# [PROBLEM REQUIREMENTS]
A faithful copy of the whole listing is the goal. Match it exactly.

# [RECORDS FOR THE EXERCISE]
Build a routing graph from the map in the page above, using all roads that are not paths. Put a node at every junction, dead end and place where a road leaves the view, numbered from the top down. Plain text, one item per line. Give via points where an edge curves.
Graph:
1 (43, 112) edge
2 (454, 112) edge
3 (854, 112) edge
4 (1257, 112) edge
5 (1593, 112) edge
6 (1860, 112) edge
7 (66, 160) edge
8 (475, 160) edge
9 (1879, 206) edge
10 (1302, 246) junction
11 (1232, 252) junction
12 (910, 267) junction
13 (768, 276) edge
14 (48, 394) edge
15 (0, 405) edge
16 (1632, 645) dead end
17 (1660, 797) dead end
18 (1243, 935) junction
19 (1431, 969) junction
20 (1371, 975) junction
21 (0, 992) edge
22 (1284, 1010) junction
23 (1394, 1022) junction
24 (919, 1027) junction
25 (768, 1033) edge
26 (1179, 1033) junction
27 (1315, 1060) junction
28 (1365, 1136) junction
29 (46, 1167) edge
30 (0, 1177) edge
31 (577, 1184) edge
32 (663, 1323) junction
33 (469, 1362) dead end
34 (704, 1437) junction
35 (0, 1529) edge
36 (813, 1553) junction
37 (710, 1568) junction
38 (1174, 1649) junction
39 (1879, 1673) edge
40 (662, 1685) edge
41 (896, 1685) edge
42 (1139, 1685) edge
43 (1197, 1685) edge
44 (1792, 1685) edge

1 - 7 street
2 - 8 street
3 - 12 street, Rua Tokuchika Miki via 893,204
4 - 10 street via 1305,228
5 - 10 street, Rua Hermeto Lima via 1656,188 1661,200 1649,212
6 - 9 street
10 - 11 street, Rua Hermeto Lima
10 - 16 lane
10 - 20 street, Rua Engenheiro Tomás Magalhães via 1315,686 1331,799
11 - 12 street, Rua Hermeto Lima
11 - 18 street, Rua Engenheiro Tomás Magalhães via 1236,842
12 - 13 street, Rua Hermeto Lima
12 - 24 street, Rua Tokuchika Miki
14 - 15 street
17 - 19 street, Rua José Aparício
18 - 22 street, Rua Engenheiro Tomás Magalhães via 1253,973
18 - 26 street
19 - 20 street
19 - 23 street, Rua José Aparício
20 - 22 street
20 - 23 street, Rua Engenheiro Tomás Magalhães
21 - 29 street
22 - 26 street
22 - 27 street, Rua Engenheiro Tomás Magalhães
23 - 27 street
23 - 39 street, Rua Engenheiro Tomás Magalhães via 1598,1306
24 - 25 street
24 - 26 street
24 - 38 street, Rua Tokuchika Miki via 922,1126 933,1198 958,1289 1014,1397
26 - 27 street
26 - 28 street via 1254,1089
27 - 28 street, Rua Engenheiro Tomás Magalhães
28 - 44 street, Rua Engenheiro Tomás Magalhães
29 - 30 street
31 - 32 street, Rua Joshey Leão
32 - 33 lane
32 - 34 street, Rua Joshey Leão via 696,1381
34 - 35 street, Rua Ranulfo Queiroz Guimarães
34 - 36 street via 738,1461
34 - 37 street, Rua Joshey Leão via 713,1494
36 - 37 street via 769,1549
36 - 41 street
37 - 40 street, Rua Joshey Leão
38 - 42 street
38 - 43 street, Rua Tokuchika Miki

# [PROBLEM SOLUTION]
Build a routing graph from the map in the page above, using all roads that are not paths. Put a node at every junction, dead end and place where a road leaves the view, numbered from the top down. Plain text, one item per line. Give via points where an edge curves.
Graph:
1 (43, 112) edge
2 (454, 112) edge
3 (854, 112) edge
4 (1257, 112) edge
5 (1593, 112) edge
6 (1860, 112) edge
7 (66, 160) edge
8 (475, 160) edge
9 (1879, 206) edge
10 (1302, 246) junction
11 (1232, 252) junction
12 (910, 267) junction
13 (768, 276) edge
14 (48, 394) edge
15 (0, 405) edge
16 (1632, 645) dead end
17 (1660, 797) dead end
18 (1243, 935) junction
19 (1431, 969) junction
20 (1371, 975) junction
21 (0, 992) edge
22 (1284, 1010) junction
23 (1394, 1022) junction
24 (919, 1027) junction
25 (768, 1033) edge
26 (1179, 1033) junction
27 (1315, 1060) junction
28 (1365, 1136) junction
29 (46, 1167) edge
30 (0, 1177) edge
31 (577, 1184) edge
32 (663, 1323) junction
33 (469, 1362) dead end
34 (704, 1437) junction
35 (0, 1529) edge
36 (813, 1553) junction
37 (710, 1568) junction
38 (1174, 1649) junction
39 (1879, 1673) edge
40 (662, 1685) edge
41 (896, 1685) edge
42 (1139, 1685) edge
43 (1197, 1685) edge
44 (1792, 1685) edge

1 - 7 street
2 - 8 street
3 - 12 street, Rua Tokuchika Miki via 893,204
4 - 10 street via 1305,228
5 - 10 street, Rua Hermeto Lima via 1656,188 1661,200 1649,212
6 - 9 street
10 - 11 street, Rua Hermeto Lima
10 - 16 lane
10 - 20 street, Rua Engenheiro Tomás Magalhães via 1315,686 1331,799
11 - 12 street, Rua Hermeto Lima
11 - 18 street, Rua Engenheiro Tomás Magalhães via 1236,842
12 - 13 street, Rua Hermeto Lima
12 - 24 street, Rua Tokuchika Miki
14 - 15 street
17 - 19 street, Rua José Aparício
18 - 22 street, Rua Engenheiro Tomás Magalhães via 1253,973
18 - 26 street
19 - 20 street
19 - 23 street, Rua José Aparício
20 - 22 street
20 - 23 street, Rua Engenheiro Tomás Magalhães
21 - 29 street
22 - 26 street
22 - 27 street, Rua Engenheiro Tomás Magalhães
23 - 27 street
23 - 39 street, Rua Engenheiro Tomás Magalhães via 1598,1306
24 - 25 street
24 - 26 street
24 - 38 street, Rua Tokuchika Miki via 922,1126 933,1198 958,1289 1014,1397
26 - 27 street
26 - 28 street via 1254,1089
27 - 28 street, Rua Engenheiro Tomás Magalhães
28 - 44 street, Rua Engenheiro Tomás Magalhães
29 - 30 street
31 - 32 street, Rua Joshey Leão
32 - 33 lane
32 - 34 street, Rua Joshey Leão via 696,1381
34 - 35 street, Rua Ranulfo Queiroz Guimarães
34 - 36 street via 738,1461
34 - 37 street, Rua Joshey Leão via 713,1494
36 - 37 street via 769,1549
36 - 41 street
37 - 40 street, Rua Joshey Leão
38 - 42 street
38 - 43 street, Rua Tokuchika Miki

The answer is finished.